→ **Your goal**:
Copy out each line of the data that holds the string "Lune".

----

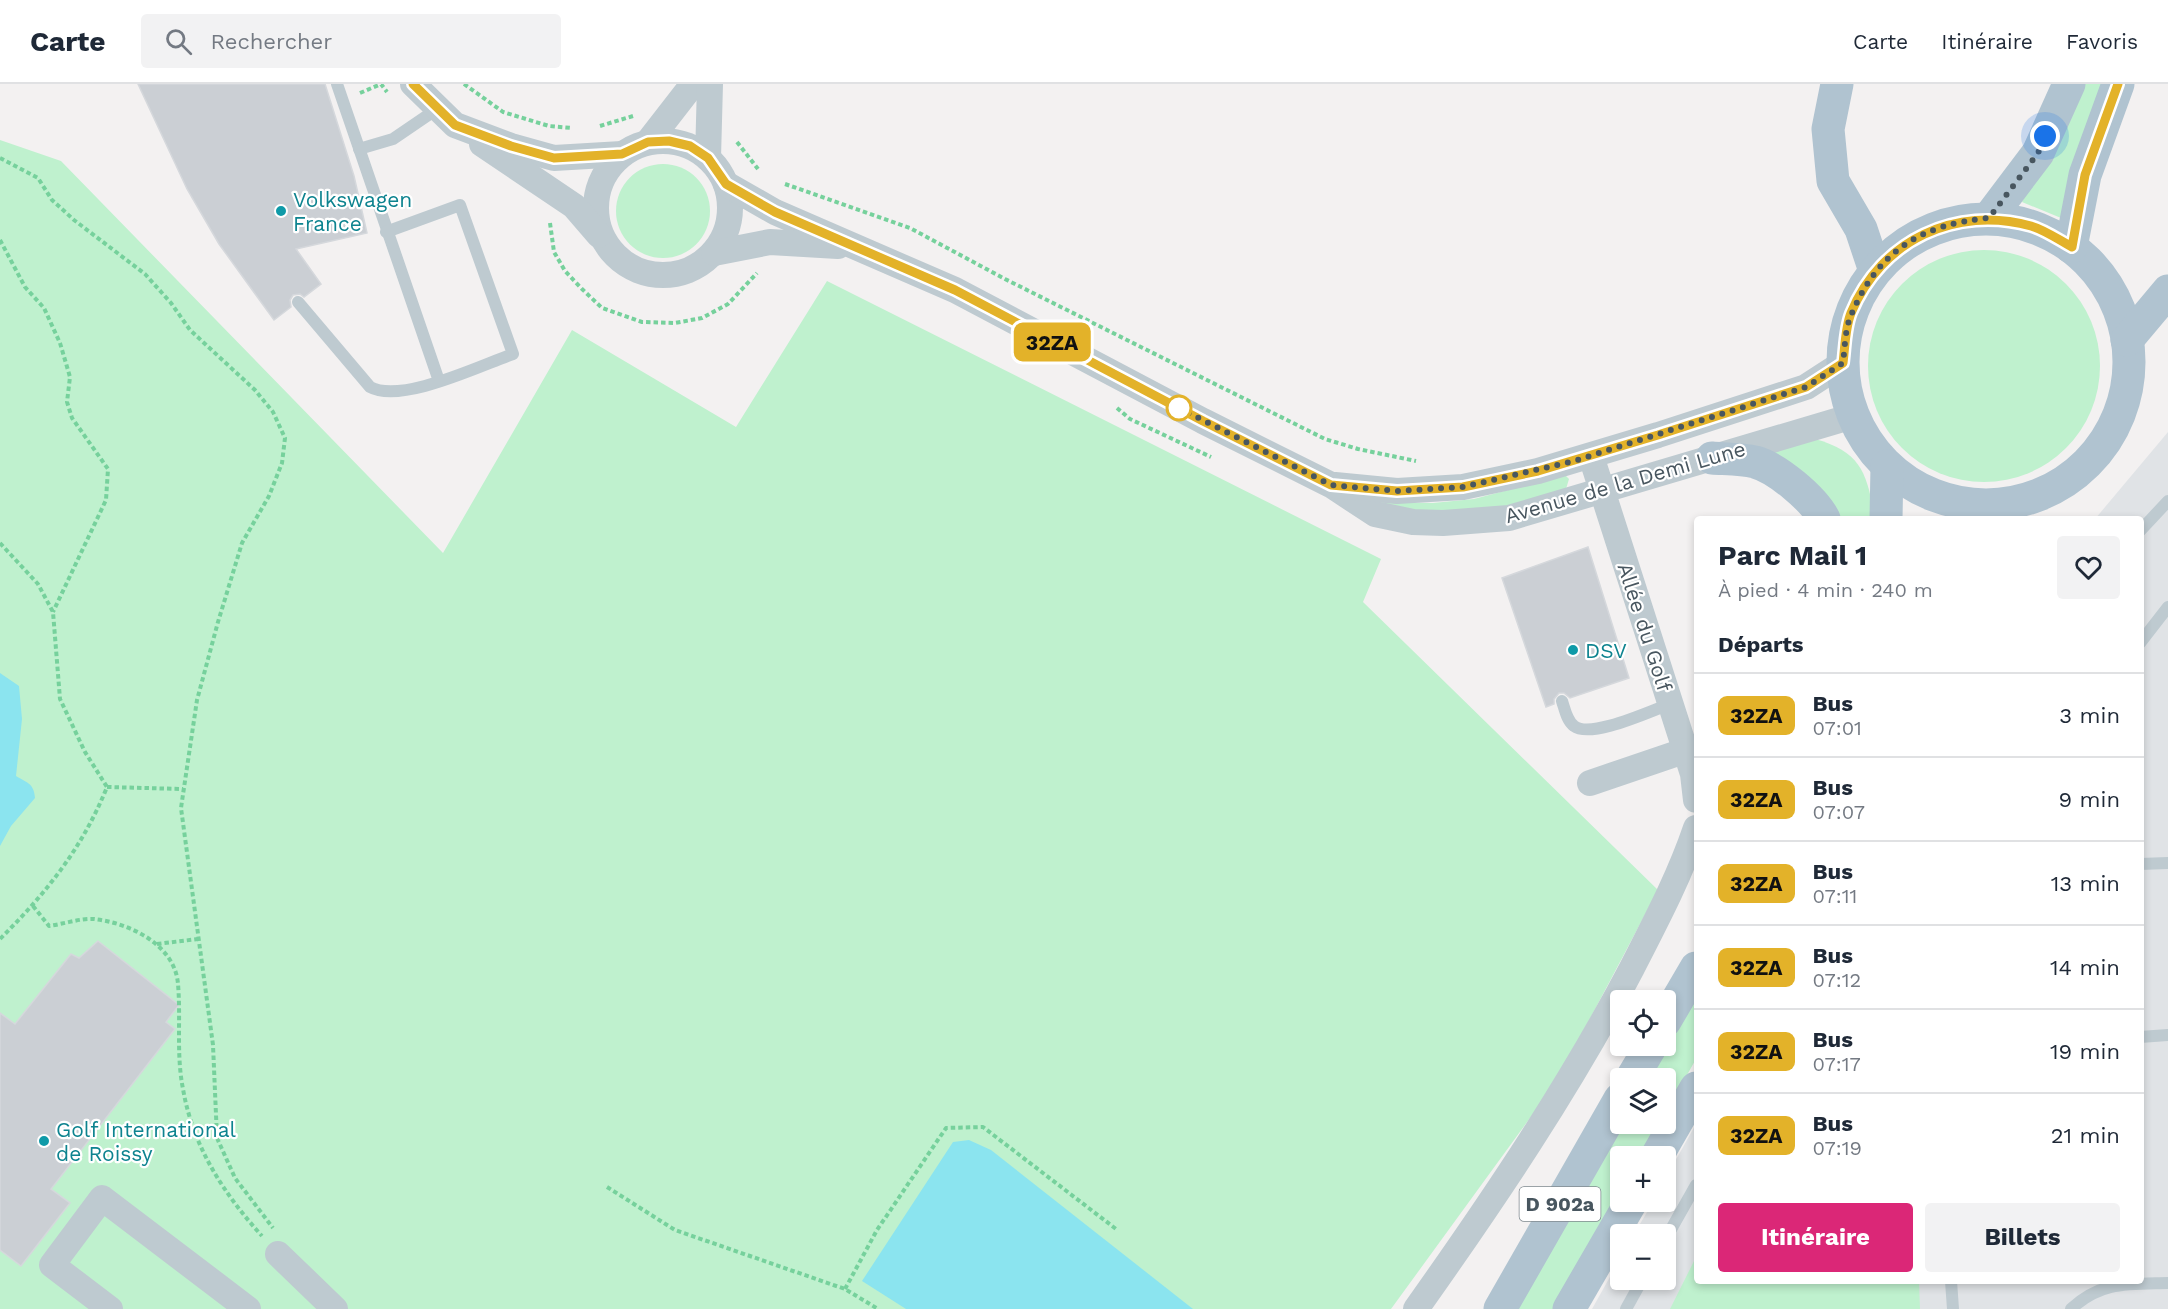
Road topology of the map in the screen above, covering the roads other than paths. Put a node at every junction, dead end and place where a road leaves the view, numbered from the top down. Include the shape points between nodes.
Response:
1 (337, 84) edge
2 (413, 84) edge
3 (693, 84) edge
4 (710, 84) edge
5 (1837, 84) edge
6 (2069, 84) edge
7 (2118, 84) edge
8 (446, 117) junction
9 (648, 142) junction
10 (359, 149) junction
11 (622, 154) junction
12 (708, 158) junction
13 (726, 184) junction
14 (1989, 218) junction
15 (386, 232) junction
16 (601, 237) junction
17 (2072, 247) junction
18 (857, 248) junction
19 (714, 253) junction
20 (1875, 271) junction
21 (2168, 291) edge
22 (298, 302) dead end
23 (2127, 340) junction
24 (1843, 363) junction
25 (439, 381) junction
26 (1853, 416) junction
27 (1591, 456) junction
28 (1712, 458) junction
29 (1887, 466) junction
30 (1331, 485) junction
31 (1601, 491) junction
32 (2168, 501) edge
33 (2020, 509) edge
34 (1822, 516) edge
35 (1886, 516) edge
36 (2144, 527) edge
37 (2168, 607) edge
38 (2144, 638) edge
39 (1562, 701) dead end
40 (1670, 704) junction
41 (1684, 751) junction
42 (1590, 783) dead end
43 (1694, 783) edge
44 (1694, 834) edge
45 (2168, 862) edge
46 (2144, 864) edge
47 (1694, 971) edge
48 (1676, 1002) edge
49 (2168, 1035) edge
50 (2144, 1037) edge
51 (1694, 1091) edge
52 (1610, 1116) edge
53 (1663, 1146) edge
54 (1694, 1189) edge
55 (1625, 1212) edge
56 (1674, 1224) edge
57 (278, 1244) road end
58 (2144, 1282) edge
59 (2168, 1283) edge
60 (1952, 1284) edge
61 (2126, 1284) edge
62 (1636, 1290) edge
63 (110, 1309) edge
64 (248, 1309) edge
65 (335, 1309) edge
66 (1416, 1309) edge
67 (1500, 1309) edge
68 (1569, 1309) edge
69 (1626, 1309) edge
70 (1953, 1309) edge
71 (2071, 1309) edge

1 - 10 lane
2 - 8 street
3 - 9 street
4 - 12 street
5 - 20 main road via 1828,129 1833,181 1861,229
6 - 14 main road via 2038,153
7 - 17 main road via 2085,175
8 - 10 lane via 416,124 393,140
8 - 11 street via 511,146 554,158
8 - 16 street via 508,164 574,206
9 - 11 street
9 - 12 street via 690,146
10 - 15 lane
11 - 16 street via 606,171 597,192 595,214
12 - 13 street
13 - 18 street, Avenue de la Demi Lune via 775,212
13 - 19 street via 729,220
14 - 17 main road via 2033,226
14 - 20 main road via 1957,221 1926,231 1899,248
15 - 25 lane
15 - 25 lane via 460,205 483,269 513,354
16 - 19 street via 613,255 632,269 652,276 675,276 696,268
17 - 23 main road via 2098,273 2117,304
18 - 19 street via 770,242
18 - 30 street, Avenue de la Demi Lune via 955,290
20 - 24 main road via 1851,314
21 - 23 main road
22 - 25 lane via 370,387 395,393
23 - 33 main road via 2128,381 2117,420 2095,455 2065,482
24 - 26 main road via 1845,390
24 - 27 street, Avenue de la Demi Lune via 1806,387
26 - 28 street, Avenue de la Demi Lune
26 - 29 main road via 1867,443
27 - 30 street, Avenue de la Demi Lune via 1463,487 1397,491
27 - 31 street, Allée du Golf
28 - 31 street, Avenue de la Demi Lune
28 - 34 main road via 1756,462 1794,485
29 - 33 main road via 1917,488 1953,502
29 - 35 main road
30 - 31 street, Avenue de la Demi Lune via 1375,514 1443,523 1509,518
31 - 40 street, Allée du Golf
32 - 36 lane
37 - 38 lane
39 - 40 lane via 1568,720 1575,727 1591,731
40 - 41 street, Allée du Golf
41 - 42 street
41 - 43 street, Allée du Golf
44 - 66 street via 1681,874 1595,1039 1509,1178
45 - 46 lane
47 - 48 main road
49 - 50 lane
51 - 53 main road
52 - 67 main road, D 902a
54 - 56 lane
55 - 68 main road, D 902a
57 - 65 street
58 - 59 lane
60 - 70 lane
61 - 71 lane via 2087,1294
62 - 69 lane
63 - 64 street via 52,1265 102,1198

----

→ **Output for this exercise**:
13 - 18 street, Avenue de la Demi Lune via 775,212
18 - 30 street, Avenue de la Demi Lune via 955,290
24 - 27 street, Avenue de la Demi Lune via 1806,387
26 - 28 street, Avenue de la Demi Lune
27 - 30 street, Avenue de la Demi Lune via 1463,487 1397,491
28 - 31 street, Avenue de la Demi Lune
30 - 31 street, Avenue de la Demi Lune via 1375,514 1443,523 1509,518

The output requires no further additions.